*Task goal*. This task calls for copying each line below that contains "main".

Segment Start: Input records

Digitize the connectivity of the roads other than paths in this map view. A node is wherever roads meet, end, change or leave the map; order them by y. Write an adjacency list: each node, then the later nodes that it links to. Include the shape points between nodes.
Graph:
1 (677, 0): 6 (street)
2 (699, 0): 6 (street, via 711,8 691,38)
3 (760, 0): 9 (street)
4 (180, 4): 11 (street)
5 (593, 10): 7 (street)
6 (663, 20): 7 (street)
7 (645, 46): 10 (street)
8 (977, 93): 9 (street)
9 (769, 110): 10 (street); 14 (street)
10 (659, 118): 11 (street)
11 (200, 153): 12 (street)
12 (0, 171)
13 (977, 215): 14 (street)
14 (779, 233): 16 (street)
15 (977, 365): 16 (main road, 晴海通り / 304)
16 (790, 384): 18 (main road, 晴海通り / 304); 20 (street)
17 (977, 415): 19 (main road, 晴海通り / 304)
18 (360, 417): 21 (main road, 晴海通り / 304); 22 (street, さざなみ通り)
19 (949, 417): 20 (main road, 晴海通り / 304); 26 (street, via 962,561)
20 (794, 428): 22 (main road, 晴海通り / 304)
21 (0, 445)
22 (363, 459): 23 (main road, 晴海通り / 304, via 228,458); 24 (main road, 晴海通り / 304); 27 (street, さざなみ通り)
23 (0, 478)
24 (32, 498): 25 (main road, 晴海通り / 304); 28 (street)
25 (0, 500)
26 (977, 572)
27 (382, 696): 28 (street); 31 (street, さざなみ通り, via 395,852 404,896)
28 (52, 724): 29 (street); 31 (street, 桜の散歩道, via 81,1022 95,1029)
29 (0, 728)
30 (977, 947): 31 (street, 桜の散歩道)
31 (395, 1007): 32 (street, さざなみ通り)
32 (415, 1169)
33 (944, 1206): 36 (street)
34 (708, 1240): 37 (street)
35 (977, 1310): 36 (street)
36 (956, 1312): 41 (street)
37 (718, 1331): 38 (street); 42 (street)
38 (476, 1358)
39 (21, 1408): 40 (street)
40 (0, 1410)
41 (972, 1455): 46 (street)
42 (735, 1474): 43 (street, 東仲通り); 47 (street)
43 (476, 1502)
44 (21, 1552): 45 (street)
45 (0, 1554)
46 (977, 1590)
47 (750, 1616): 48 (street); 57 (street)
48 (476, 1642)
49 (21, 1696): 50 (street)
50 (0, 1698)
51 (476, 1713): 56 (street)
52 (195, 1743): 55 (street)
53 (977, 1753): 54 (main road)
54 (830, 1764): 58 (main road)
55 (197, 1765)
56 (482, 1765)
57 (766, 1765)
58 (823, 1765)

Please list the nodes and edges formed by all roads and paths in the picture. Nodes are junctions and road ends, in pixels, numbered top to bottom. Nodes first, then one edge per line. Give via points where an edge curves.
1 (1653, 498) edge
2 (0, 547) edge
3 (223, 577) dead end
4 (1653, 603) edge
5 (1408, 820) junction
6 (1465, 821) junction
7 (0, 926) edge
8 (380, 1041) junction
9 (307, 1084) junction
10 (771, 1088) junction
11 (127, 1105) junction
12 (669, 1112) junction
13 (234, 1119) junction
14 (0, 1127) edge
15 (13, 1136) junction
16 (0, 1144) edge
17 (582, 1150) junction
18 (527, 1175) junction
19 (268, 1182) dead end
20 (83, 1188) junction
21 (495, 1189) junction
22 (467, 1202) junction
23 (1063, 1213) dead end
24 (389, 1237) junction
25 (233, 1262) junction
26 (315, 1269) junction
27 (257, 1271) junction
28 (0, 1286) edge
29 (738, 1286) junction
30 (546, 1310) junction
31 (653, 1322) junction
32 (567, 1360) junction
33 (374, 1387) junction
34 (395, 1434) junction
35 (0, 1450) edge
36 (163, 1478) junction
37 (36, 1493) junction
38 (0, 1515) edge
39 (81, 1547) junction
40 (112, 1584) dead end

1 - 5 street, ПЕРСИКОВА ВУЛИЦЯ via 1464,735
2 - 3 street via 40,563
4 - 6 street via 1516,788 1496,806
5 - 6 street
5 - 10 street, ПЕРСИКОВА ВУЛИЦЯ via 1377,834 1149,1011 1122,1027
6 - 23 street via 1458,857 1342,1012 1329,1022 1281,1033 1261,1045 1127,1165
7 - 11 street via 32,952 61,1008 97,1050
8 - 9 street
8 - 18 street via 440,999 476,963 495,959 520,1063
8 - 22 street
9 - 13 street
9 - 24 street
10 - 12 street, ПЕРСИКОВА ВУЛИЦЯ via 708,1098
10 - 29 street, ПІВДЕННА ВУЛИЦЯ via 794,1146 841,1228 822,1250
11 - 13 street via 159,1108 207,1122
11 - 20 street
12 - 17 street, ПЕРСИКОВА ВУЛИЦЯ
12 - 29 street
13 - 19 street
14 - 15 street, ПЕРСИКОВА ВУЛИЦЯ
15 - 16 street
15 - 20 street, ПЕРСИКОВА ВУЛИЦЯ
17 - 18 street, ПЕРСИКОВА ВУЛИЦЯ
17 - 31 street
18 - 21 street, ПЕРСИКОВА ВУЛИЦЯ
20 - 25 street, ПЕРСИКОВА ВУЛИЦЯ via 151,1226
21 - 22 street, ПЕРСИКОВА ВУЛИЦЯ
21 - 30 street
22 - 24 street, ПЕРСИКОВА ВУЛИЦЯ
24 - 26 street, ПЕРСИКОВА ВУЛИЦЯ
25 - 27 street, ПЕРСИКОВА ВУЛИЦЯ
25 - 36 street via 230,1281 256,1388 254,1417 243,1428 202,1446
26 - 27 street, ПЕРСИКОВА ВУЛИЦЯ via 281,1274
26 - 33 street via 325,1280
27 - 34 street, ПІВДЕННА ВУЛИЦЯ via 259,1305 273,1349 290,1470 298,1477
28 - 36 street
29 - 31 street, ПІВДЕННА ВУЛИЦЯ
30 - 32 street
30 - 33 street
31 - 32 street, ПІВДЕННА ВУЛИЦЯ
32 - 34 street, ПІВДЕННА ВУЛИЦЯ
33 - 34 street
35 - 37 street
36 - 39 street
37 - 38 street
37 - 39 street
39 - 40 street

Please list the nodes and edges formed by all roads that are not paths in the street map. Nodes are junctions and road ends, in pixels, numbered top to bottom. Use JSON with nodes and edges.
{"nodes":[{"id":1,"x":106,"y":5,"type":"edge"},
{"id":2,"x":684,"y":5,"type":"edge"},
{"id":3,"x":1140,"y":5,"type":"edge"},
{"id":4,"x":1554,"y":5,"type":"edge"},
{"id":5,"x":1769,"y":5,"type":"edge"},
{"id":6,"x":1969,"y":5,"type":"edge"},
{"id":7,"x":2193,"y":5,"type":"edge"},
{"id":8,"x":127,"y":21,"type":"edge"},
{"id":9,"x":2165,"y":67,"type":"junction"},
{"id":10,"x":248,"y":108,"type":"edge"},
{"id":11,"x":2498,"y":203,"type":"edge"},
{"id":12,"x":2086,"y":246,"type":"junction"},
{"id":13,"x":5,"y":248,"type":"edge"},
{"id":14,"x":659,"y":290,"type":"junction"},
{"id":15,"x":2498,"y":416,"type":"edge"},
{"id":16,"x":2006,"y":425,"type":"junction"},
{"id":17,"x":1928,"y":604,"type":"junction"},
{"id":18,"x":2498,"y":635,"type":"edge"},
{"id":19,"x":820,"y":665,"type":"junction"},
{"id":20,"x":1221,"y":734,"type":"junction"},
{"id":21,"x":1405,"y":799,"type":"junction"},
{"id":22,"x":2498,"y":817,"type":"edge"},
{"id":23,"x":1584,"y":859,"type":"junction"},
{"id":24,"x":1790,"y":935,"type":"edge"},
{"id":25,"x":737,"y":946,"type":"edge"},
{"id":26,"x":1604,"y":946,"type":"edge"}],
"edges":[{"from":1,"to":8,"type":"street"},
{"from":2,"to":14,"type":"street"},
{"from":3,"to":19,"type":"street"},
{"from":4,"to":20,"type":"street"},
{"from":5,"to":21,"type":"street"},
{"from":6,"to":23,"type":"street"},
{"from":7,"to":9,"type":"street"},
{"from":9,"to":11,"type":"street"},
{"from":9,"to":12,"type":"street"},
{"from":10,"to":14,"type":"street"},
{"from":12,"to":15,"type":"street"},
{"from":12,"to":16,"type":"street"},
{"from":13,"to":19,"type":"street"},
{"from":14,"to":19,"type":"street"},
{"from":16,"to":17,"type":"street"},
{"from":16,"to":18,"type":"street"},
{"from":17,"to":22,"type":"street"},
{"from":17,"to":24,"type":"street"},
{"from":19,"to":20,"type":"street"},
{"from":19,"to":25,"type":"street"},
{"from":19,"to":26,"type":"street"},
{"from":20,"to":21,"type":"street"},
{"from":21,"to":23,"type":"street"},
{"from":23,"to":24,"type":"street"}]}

Segment End: Input records

*Written answer*.
15 (977, 365): 16 (main road, 晴海通り / 304)
16 (790, 384): 18 (main road, 晴海通り / 304); 20 (street)
17 (977, 415): 19 (main road, 晴海通り / 304)
18 (360, 417): 21 (main road, 晴海通り / 304); 22 (street, さざなみ通り)
19 (949, 417): 20 (main road, 晴海通り / 304); 26 (street, via 962,561)
20 (794, 428): 22 (main road, 晴海通り / 304)
22 (363, 459): 23 (main road, 晴海通り / 304, via 228,458); 24 (main road, 晴海通り / 304); 27 (street, さざなみ通り)
24 (32, 498): 25 (main road, 晴海通り / 304); 28 (street)
53 (977, 1753): 54 (main road)
54 (830, 1764): 58 (main road)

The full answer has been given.